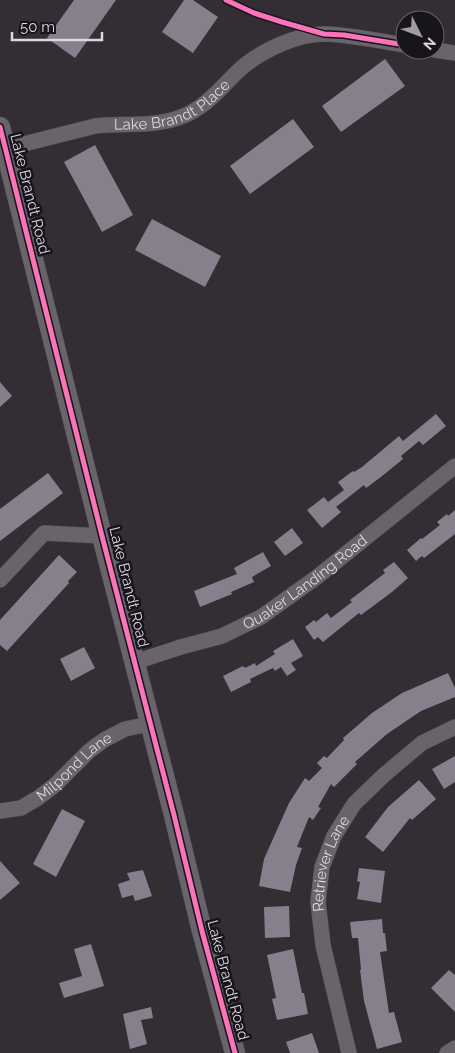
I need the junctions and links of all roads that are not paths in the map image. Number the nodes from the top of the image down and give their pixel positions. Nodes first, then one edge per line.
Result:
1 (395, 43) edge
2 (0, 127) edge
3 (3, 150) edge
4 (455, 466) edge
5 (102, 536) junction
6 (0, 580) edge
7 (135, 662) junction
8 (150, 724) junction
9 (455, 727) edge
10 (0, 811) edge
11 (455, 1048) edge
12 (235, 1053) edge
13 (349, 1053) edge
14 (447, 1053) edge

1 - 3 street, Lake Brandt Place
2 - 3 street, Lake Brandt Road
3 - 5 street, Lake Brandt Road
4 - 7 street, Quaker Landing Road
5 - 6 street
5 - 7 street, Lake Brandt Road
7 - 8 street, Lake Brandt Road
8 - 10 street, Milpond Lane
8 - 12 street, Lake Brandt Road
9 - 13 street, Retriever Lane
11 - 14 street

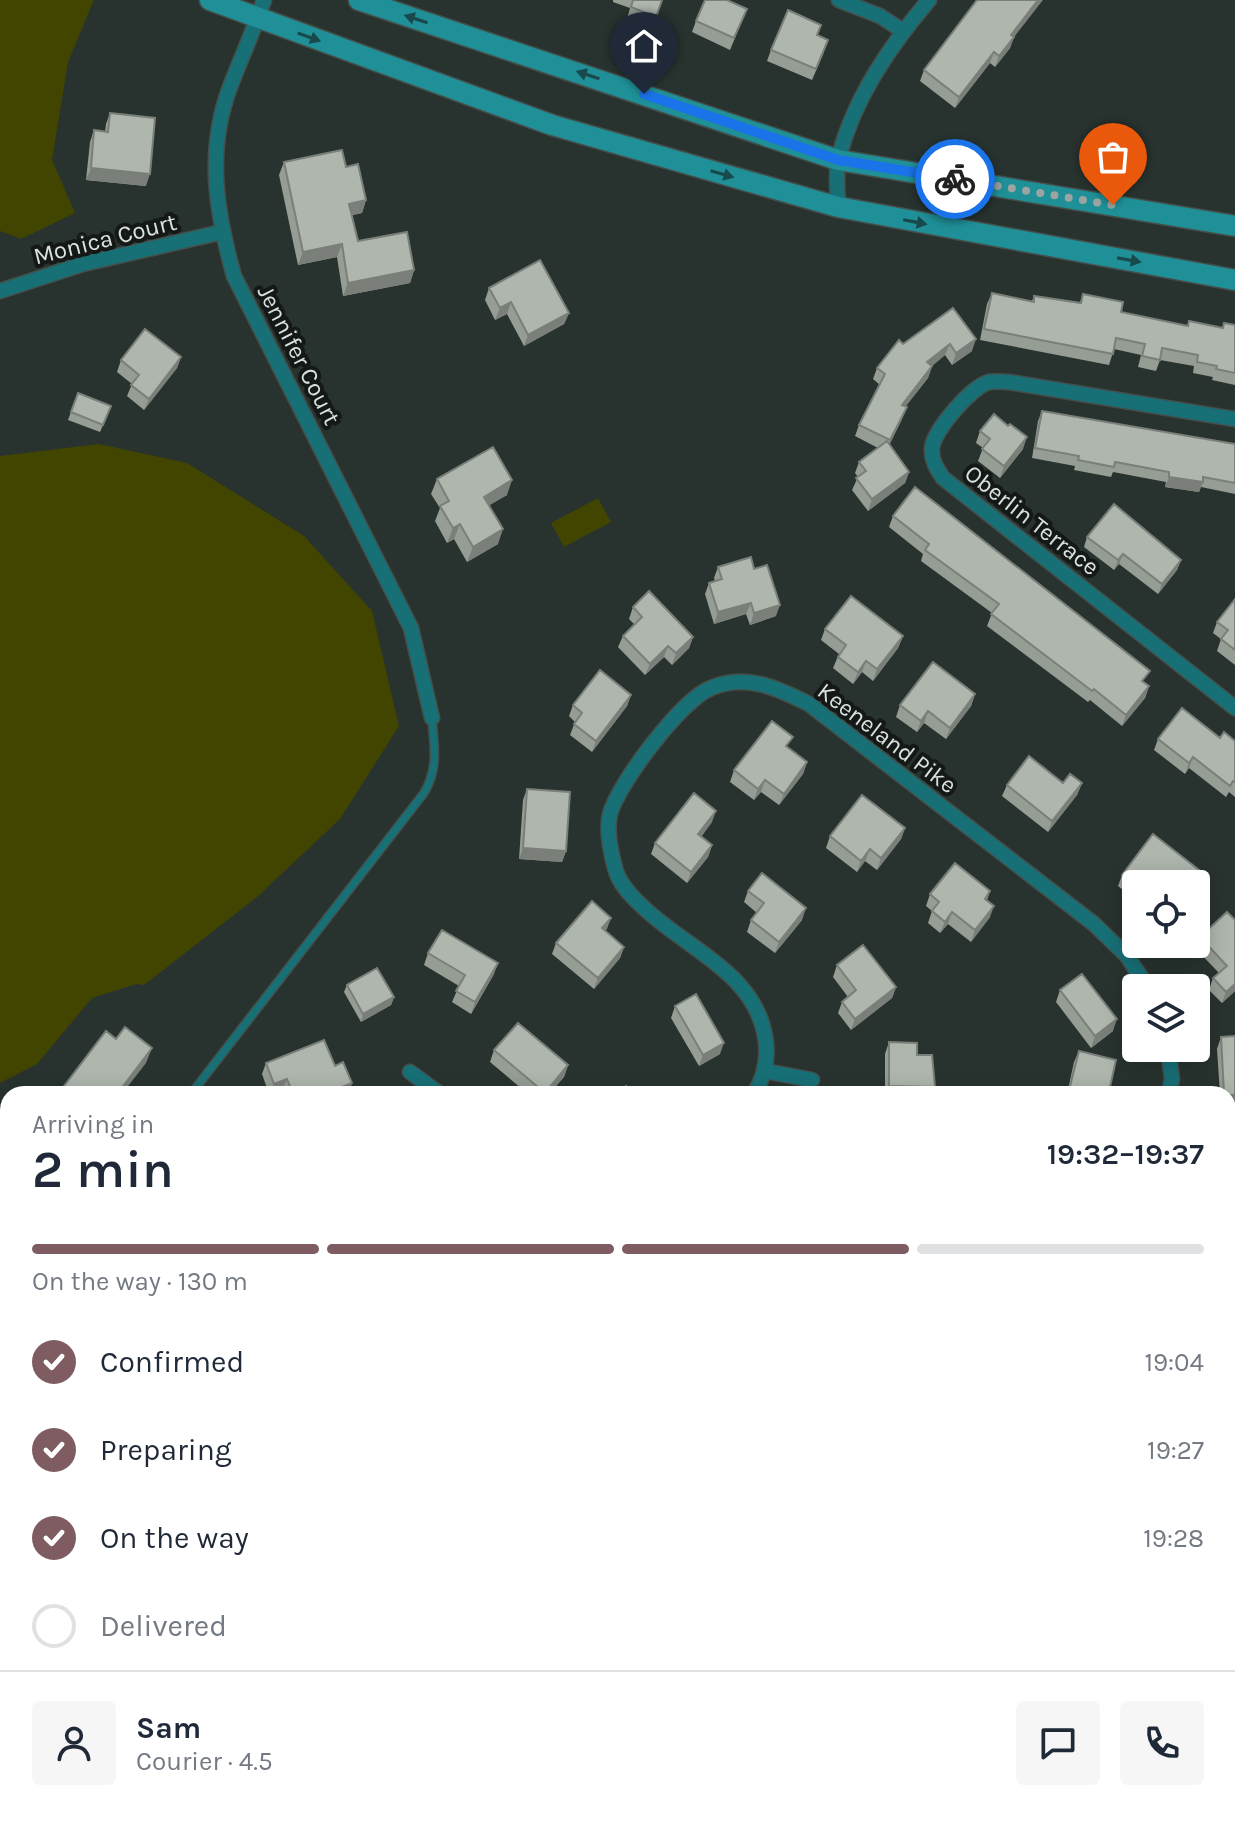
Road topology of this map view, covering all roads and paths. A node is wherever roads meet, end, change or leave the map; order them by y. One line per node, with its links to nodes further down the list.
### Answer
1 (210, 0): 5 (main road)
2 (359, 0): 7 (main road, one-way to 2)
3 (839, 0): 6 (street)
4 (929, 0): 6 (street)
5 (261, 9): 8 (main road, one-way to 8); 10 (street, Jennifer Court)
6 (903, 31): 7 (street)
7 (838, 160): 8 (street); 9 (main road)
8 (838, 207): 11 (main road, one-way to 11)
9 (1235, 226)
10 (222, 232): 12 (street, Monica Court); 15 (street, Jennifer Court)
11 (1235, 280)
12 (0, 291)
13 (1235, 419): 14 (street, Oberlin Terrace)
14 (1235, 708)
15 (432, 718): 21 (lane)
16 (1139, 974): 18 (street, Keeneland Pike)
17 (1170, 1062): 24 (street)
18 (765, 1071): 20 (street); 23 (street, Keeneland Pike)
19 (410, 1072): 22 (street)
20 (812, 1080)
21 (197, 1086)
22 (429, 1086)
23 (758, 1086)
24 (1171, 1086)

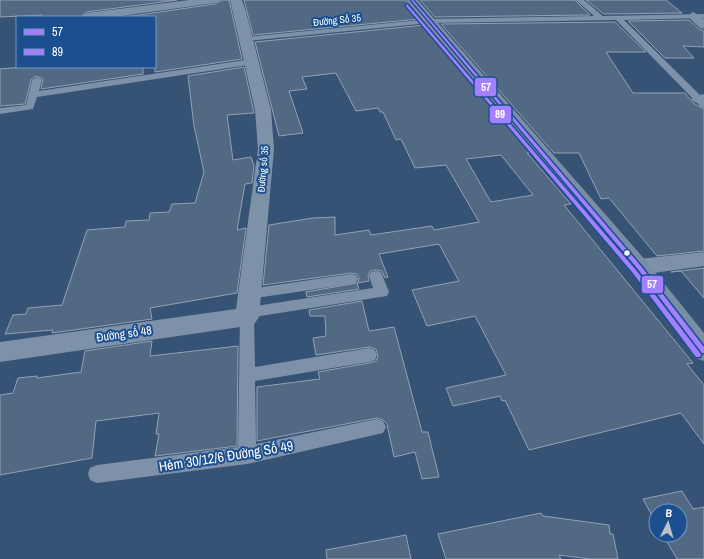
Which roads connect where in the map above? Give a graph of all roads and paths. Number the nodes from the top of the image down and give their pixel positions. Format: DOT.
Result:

» What the task asks
Please output every record above exactly as written, leaving out the pictures.

» Task response
I need the junctions and links of all roads that are not paths in the map image. Number the nodes from the top of the image down and give their pixel positions. Nodes first, then one edge per line.
Result:
1 (395, 43) edge
2 (0, 127) edge
3 (3, 150) edge
4 (455, 466) edge
5 (102, 536) junction
6 (0, 580) edge
7 (135, 662) junction
8 (150, 724) junction
9 (455, 727) edge
10 (0, 811) edge
11 (455, 1048) edge
12 (235, 1053) edge
13 (349, 1053) edge
14 (447, 1053) edge

1 - 3 street, Lake Brandt Place
2 - 3 street, Lake Brandt Road
3 - 5 street, Lake Brandt Road
4 - 7 street, Quaker Landing Road
5 - 6 street
5 - 7 street, Lake Brandt Road
7 - 8 street, Lake Brandt Road
8 - 10 street, Milpond Lane
8 - 12 street, Lake Brandt Road
9 - 13 street, Retriever Lane
11 - 14 street

Road topology of this map view, covering all roads and paths. A node is wherever roads meet, end, change or leave the map; order them by y. One line per node, with its links to nodes further down the list.
### Answer
1 (210, 0): 5 (main road)
2 (359, 0): 7 (main road, one-way to 2)
3 (839, 0): 6 (street)
4 (929, 0): 6 (street)
5 (261, 9): 8 (main road, one-way to 8); 10 (street, Jennifer Court)
6 (903, 31): 7 (street)
7 (838, 160): 8 (street); 9 (main road)
8 (838, 207): 11 (main road, one-way to 11)
9 (1235, 226)
10 (222, 232): 12 (street, Monica Court); 15 (street, Jennifer Court)
11 (1235, 280)
12 (0, 291)
13 (1235, 419): 14 (street, Oberlin Terrace)
14 (1235, 708)
15 (432, 718): 21 (lane)
16 (1139, 974): 18 (street, Keeneland Pike)
17 (1170, 1062): 24 (street)
18 (765, 1071): 20 (street); 23 (street, Keeneland Pike)
19 (410, 1072): 22 (street)
20 (812, 1080)
21 (197, 1086)
22 (429, 1086)
23 (758, 1086)
24 (1171, 1086)

Which roads connect where in the map above? Give a graph of all roads and paths. Number the nodes from the top of the image down and give their pixel positions. Format: DOT.
Result:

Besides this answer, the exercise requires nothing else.